Experts say the ‘break monsoon’ phase happens when the monsoon has already covered the entire country.(PTI)
Experts say the ‘break monsoon’ phase happens when the monsoon has already covered the entire country.(PTI)

India records large deficiency as monsoon enters break phase: IMD

New Delhi: The country recorded a “large deficiency” of rain on Tuesday, which was 60% less than normal, due to the ‘break monsoon’ period that began on Monday, according to the India Meteorological Department (IMD)
By Jayashree Nandi, Hindustan Times, New Delhi
UPDATED ON JUN 30, 2021 05:57 AM IST

The country recorded a “large deficiency” of rain on Tuesday, which was 60% less than normal, due to the ‘break monsoon’ period that began on Monday, according to the India Meteorological Department (IMD). The shortfall was 43% between Monday and Tuesday.

The southwest monsoon has weakened in the past week, or taken a ‘break’, as weather scientists put it.

“The models indicate that a very weak or break monsoon period will continue till July 5. Such a phase is part of the monsoon’s internal dynamics. Sometimes it’s in an active phase and sometimes it moves over to a very subdued phase. We can predict these fluctuations,” said M Rajeevan, secretary, ministry of earth sciences.

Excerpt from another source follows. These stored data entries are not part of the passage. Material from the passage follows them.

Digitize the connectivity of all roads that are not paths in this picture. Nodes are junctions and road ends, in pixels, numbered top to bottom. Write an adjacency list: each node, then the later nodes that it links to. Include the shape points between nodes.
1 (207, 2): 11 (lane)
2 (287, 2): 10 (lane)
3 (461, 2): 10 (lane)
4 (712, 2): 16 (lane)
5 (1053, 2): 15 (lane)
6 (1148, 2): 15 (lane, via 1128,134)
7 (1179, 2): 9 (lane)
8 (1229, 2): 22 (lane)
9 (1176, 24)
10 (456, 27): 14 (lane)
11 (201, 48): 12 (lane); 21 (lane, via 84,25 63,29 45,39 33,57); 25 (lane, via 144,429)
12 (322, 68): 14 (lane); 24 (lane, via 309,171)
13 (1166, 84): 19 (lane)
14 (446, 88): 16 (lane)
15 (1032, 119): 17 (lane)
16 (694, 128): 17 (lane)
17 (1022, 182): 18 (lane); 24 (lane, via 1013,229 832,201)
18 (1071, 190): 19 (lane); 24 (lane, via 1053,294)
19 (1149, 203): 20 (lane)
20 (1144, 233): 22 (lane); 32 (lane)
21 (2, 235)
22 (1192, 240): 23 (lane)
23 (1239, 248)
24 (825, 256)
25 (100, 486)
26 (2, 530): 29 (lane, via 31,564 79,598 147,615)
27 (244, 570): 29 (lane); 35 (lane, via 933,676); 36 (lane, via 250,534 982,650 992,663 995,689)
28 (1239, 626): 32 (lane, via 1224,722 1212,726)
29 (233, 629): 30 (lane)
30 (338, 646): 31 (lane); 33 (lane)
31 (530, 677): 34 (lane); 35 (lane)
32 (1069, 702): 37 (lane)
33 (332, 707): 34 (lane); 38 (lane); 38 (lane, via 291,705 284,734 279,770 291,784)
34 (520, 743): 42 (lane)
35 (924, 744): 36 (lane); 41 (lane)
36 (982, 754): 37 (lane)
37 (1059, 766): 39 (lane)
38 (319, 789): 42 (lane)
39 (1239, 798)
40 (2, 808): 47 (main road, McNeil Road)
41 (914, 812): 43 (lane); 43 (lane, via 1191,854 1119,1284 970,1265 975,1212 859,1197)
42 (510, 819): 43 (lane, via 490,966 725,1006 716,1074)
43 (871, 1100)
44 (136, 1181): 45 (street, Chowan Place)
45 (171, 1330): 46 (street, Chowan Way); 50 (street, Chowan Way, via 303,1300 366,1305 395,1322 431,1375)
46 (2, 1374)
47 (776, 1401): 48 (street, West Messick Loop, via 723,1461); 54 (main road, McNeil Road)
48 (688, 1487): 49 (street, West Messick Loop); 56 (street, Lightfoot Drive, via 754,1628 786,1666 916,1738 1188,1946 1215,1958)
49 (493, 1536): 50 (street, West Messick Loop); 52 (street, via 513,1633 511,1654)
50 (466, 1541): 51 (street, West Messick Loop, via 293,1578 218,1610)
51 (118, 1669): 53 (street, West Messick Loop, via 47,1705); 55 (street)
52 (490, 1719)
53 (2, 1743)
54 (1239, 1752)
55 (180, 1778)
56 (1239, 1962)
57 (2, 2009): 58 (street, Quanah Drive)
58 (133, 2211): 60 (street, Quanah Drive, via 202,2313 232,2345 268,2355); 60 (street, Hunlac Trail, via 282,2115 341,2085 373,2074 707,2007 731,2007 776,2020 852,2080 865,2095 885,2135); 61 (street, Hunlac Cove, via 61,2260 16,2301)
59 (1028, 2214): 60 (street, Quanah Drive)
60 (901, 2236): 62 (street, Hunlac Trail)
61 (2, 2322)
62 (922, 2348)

Experts say the ‘break monsoon’ phase happens when the monsoon has already covered the entire country. “The monsoon trough moves to the foothills and wind flow is mostly westerly, there is little contribution from Bay of Bengal and hence little convective activity. During break monsoon phases, rains are limited to northeast India. But this time the trough is not near the Himalayan foothills, but the monsoon flow itself has weakened,” said O P Sreejith, head, climate monitoring and prediction group, IMD.

IMD thinks the monsoon will remain “extremely subdued” till at least July 5. “We do not have model outputs for dates ahead of that. There is no indication of any low-pressure area developing over the Bay of Bengal before July 10. Low-pressure systems help monsoon advance, but other factors could also help,” said R K Jenamani, senior scientist at national weather forecasting centre, IMD.

Scientists had predicted this last week. “Up to the first week of July, there are no indications of monsoon reviving. The cross-equatorial flow has weakened, and the pressure gradient is less. Normally, monsoon flow moves from high-pressure to low-pressure areas. The monsoon current itself has weakened, so its onset is unlikely over the remaining parts of the country till it revives,” Sreejith had said on June 26.

Overall, the country has recorded 13% excess rain since June 1 with 3 of 36 subdivisions recording “large excess” (60% or more), 15 recording “excess” (20% to 59%), 11 recording “normal” (-19% to 19%), and seven recording “deficient” rain (-59% to -20%).

“We expect monsoon rains to be only 10 to 12% excess for June. In July, the normal thresholds also increase because normally more rain is recorded in July, but let’s see how monsoon makes up for the gap,” Jenamani added.

The northern limit of southwest monsoon (NLM) continues to pass through Barmer, Bhilwara, Dholpur, Aligarh, Meerut, Ambala, and Amritsar. It has been at the same position for a week now.

“Prevailing meteorological conditions, large scale atmospheric features and the forecast wind pattern by dynamic models suggest that no favourable conditions are likely to develop for further advance of southwest monsoon into the remaining parts of Rajasthan, west Uttar Pradesh, Haryana, Chandigarh, Delhi and Punjab during the next five days,” IMD said in its bulletin on Tuesday.

Subdued rain is very likely to prevail over northwest, central and western parts of Peninsular India during the next five days. Isolated/scattered thunderstorms accompanied by lightning and rain are also likely over these regions during this period.

Under the influence of strong moisture-laden southwesterly winds, widespread rain is very likely over Bihar, West Bengal, Sikkim and the other northeastern states in the next five days.

Subsequently, moist easterly winds are likely to pick up in strength, causing enhanced rain all along the Himalayan foothills of north Bihar, north Uttar Pradesh and Uttarakhand from July 1 to 3, leading to increased inflow into the rivers originating or flowing through these regions. Isolated heavy to very heavy rain is very likely over Uttarakhand and the Himalayan foothills of east Uttar Pradesh during July 1 to 3.

Strong surface winds, with speeds reaching 20-30 km/hr, are likely to blow over Haryana and west Uttar Pradesh on June 30 and July 1.

Moderate to severe thunderstorms accompanied by frequent cloud-to-ground lightning are very likely over Bihar, Jharkhand and Gangetic West Bengal during the next 24 hours. IMD warned that this could cause serious harm to both people and animals staying outdoors.